Soudan : l'ONU dénonce un "nouvel enfer" au Darfour et des "atrocités" au Kordofan
L'ONU alerte sur une nouvelle vague d'atrocités au Soudan, du Darfour désormais aux portes du Kordofan.

- Publié le 30-10-2025 à 18h16

Des responsables de l'ONU ont alerté jeudi sur les "atrocités" commises également dans la région soudanaise du Kordofan, voisine du Darfour où la grande ville d'El-Facher vient d'être prise par les paramilitaires.
El-Facher, dernière grande ville du Darfour qui échappait au contrôle des Forces de soutien rapide (FSR), "déjà le théâtre de niveaux catastrophiques de souffrance humaine, a plongé dans un enfer encore plus noir, avec des informations crédibles d'exécutions de masse" après l'entrée des paramilitaires, a dénoncé devant le Conseil de sécurité le chef des opérations humanitaires de l'ONU, Tom Fletcher.

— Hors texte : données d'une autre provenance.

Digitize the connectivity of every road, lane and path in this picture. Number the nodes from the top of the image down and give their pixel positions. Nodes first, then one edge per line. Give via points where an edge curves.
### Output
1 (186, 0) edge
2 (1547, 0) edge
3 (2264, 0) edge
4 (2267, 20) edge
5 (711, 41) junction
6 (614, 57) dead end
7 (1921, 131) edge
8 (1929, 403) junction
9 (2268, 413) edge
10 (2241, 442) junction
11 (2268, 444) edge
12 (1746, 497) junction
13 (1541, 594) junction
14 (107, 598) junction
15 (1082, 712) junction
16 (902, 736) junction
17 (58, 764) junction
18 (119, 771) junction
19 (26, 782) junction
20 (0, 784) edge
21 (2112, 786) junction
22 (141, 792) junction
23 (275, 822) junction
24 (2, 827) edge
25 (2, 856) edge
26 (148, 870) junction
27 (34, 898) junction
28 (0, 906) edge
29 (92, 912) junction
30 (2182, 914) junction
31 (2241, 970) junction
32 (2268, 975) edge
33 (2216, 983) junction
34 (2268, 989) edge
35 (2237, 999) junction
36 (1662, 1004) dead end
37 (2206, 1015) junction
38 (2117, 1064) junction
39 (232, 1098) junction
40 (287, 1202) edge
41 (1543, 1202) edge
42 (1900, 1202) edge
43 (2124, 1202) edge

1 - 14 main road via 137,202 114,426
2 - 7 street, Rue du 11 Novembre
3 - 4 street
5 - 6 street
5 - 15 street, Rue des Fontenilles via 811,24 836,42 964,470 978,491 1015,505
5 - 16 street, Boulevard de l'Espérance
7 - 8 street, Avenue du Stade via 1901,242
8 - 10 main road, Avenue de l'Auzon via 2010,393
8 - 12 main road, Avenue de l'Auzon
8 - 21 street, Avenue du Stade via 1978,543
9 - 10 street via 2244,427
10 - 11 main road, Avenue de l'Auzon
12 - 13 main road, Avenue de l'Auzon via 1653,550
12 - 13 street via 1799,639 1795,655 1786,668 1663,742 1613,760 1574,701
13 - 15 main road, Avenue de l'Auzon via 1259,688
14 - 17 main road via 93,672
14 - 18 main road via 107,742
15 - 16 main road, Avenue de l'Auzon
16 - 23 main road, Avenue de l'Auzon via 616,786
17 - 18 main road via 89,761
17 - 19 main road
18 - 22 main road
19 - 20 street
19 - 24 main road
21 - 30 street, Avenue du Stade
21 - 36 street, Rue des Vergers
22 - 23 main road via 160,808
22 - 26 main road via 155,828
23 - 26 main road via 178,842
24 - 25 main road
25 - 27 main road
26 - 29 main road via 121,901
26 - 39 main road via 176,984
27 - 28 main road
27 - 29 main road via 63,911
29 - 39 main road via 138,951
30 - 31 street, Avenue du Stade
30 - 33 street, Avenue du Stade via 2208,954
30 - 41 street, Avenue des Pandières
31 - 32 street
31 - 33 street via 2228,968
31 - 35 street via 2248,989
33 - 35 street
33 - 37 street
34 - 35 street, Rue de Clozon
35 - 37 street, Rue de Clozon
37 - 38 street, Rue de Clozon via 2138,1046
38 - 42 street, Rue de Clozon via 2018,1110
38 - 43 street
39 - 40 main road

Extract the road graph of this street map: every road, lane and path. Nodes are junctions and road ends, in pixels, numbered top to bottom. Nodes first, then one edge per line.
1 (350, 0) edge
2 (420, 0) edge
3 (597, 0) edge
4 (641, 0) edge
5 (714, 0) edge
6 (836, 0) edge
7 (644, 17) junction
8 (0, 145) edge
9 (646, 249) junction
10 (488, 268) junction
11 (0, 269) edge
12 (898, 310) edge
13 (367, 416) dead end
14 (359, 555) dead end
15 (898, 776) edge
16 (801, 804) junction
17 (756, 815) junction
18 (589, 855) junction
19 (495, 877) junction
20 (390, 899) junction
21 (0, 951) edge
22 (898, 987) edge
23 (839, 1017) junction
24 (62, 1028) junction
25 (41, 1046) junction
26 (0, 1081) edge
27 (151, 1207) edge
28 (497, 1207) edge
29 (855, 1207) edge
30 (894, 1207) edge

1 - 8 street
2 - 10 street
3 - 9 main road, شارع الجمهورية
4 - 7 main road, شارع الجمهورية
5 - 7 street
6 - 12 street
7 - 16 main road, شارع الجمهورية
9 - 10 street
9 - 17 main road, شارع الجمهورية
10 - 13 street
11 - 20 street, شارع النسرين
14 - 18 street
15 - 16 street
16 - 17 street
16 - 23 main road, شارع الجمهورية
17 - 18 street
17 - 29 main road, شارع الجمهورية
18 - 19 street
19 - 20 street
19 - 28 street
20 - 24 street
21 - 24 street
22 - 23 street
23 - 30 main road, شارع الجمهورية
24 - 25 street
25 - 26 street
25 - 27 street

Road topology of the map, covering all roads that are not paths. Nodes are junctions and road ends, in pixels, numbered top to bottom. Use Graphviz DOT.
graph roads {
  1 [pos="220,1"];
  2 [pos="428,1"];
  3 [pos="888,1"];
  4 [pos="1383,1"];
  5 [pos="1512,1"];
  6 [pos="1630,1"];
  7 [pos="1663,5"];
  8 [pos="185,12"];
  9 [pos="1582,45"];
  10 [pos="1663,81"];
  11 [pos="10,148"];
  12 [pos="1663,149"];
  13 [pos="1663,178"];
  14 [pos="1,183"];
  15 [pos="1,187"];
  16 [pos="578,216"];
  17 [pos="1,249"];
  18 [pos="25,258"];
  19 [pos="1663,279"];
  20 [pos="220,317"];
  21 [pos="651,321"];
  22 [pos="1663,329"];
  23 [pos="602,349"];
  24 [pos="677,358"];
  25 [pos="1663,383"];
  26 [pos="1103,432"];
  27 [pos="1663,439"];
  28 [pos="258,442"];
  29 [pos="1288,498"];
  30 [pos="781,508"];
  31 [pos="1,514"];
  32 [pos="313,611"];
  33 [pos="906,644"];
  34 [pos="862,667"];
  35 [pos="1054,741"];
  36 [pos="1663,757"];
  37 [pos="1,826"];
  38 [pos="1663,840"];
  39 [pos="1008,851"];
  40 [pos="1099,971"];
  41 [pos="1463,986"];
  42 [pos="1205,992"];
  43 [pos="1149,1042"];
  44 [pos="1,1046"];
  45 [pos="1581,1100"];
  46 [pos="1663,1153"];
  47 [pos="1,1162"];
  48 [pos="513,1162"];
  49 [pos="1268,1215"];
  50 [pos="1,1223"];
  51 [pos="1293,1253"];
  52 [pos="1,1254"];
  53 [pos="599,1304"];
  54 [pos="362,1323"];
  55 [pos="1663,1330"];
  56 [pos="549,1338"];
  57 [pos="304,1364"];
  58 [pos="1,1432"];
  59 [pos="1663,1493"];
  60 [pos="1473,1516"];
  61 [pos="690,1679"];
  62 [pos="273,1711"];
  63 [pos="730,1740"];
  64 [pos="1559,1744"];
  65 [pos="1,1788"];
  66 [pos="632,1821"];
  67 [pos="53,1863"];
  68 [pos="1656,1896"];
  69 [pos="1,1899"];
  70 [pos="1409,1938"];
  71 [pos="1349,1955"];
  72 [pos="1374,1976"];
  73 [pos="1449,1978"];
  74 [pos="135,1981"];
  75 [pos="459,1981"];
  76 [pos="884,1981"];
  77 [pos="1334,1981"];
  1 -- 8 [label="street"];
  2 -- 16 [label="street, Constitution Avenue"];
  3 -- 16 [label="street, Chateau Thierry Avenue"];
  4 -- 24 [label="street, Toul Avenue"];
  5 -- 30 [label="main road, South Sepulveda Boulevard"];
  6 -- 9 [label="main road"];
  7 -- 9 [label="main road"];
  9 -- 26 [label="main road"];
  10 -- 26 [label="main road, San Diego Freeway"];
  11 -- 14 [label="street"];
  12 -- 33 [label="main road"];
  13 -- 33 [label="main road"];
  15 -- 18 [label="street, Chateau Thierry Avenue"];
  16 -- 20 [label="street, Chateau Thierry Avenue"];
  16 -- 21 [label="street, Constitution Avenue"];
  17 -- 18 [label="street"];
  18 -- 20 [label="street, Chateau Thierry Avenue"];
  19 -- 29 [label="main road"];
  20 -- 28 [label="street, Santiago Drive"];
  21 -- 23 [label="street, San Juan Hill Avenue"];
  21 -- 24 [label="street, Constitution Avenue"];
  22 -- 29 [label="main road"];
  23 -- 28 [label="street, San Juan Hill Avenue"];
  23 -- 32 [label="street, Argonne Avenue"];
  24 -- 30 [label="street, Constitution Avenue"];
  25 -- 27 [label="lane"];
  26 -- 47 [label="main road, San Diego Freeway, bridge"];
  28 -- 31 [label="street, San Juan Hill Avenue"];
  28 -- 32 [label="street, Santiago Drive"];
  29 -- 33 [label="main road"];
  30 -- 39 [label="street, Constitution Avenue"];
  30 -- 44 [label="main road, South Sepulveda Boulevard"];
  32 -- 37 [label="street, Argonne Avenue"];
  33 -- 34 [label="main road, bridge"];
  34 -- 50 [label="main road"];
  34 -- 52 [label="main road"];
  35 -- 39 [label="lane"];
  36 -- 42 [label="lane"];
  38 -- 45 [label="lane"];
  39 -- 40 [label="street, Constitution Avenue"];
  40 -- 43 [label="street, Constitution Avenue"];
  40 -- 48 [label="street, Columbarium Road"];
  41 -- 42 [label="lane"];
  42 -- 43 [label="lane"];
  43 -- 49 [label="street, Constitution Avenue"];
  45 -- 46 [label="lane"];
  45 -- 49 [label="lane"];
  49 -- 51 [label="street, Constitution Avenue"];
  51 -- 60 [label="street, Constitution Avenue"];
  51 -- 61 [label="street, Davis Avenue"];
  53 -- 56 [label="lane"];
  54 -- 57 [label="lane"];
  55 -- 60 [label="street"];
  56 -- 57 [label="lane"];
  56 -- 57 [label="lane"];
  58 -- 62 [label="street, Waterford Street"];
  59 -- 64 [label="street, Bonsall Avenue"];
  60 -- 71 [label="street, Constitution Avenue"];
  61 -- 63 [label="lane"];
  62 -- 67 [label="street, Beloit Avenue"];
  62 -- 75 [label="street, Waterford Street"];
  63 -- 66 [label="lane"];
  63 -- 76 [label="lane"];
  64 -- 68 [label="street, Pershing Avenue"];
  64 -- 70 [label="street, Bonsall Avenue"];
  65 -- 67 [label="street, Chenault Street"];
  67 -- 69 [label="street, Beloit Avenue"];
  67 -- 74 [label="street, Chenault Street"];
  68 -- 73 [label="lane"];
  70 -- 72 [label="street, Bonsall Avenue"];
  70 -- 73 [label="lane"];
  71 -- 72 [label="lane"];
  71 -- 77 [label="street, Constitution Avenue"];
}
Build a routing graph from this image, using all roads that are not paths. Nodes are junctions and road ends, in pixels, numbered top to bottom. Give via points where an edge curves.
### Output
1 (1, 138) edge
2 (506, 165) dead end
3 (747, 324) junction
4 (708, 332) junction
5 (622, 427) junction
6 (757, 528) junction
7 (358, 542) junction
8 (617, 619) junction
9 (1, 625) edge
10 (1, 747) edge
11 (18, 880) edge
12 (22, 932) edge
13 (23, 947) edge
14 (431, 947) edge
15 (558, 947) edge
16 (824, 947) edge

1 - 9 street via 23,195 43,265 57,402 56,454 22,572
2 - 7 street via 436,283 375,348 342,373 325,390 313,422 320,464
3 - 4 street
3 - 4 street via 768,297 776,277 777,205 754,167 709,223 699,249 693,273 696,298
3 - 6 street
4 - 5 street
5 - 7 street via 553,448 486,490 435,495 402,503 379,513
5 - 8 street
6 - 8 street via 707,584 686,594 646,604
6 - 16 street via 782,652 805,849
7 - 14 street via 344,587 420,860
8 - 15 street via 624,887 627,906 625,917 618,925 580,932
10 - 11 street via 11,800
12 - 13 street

"Nous ne pouvons pas entendre les cris, mais pendant que nous sommes assis ici, l'horreur se poursuit. Des femmes et des filles sont violées, des gens mutilés et tués, en toute impunité", a-t-il ajouté.
Mais "la tuerie n'est pas limitée au Darfour", a-t-il alerté, s'inquiétant notamment de la situation dans le Kordofan voisin.
"Des combats féroces au Kordofan-Nord provoquent de nouvelles vagues de déplacement et menacent la réponse humanitaire, y compris autour de la capitale El-Obeid".
Des informations font état "d'atrocités à large échelle commises par les Forces de soutien rapide à Bara, dans le Kordofan-Nord, après la récente prise de la ville", a également dénoncé Martha Ama Akyaa Pobee, sous-secrétaire générale de l'ONU chargée de l'Afrique.
"Cela inclut des représailles contre des soi-disant collaborateurs, souvent ethniquement motivées", a-t-elle déploré.
"Au moins 50 civils ont été tués ces derniers jours à Bara, à cause des combats et par des exécutions sommaires. Cela inclut l'exécution sommaire de cinq bénévoles du Croissant rouge", a-t-elle indiqué.
Le Kordofan "est probablement le prochain théâtre d'opérations militaires pour les belligérants", a-t-elle mis en garde.
Décrivant la situation "chaotique" à El-Facher où "personne n'est à l'abri", elle a d'autre part noté qu'il était difficile d'y estimer le nombre de victimes.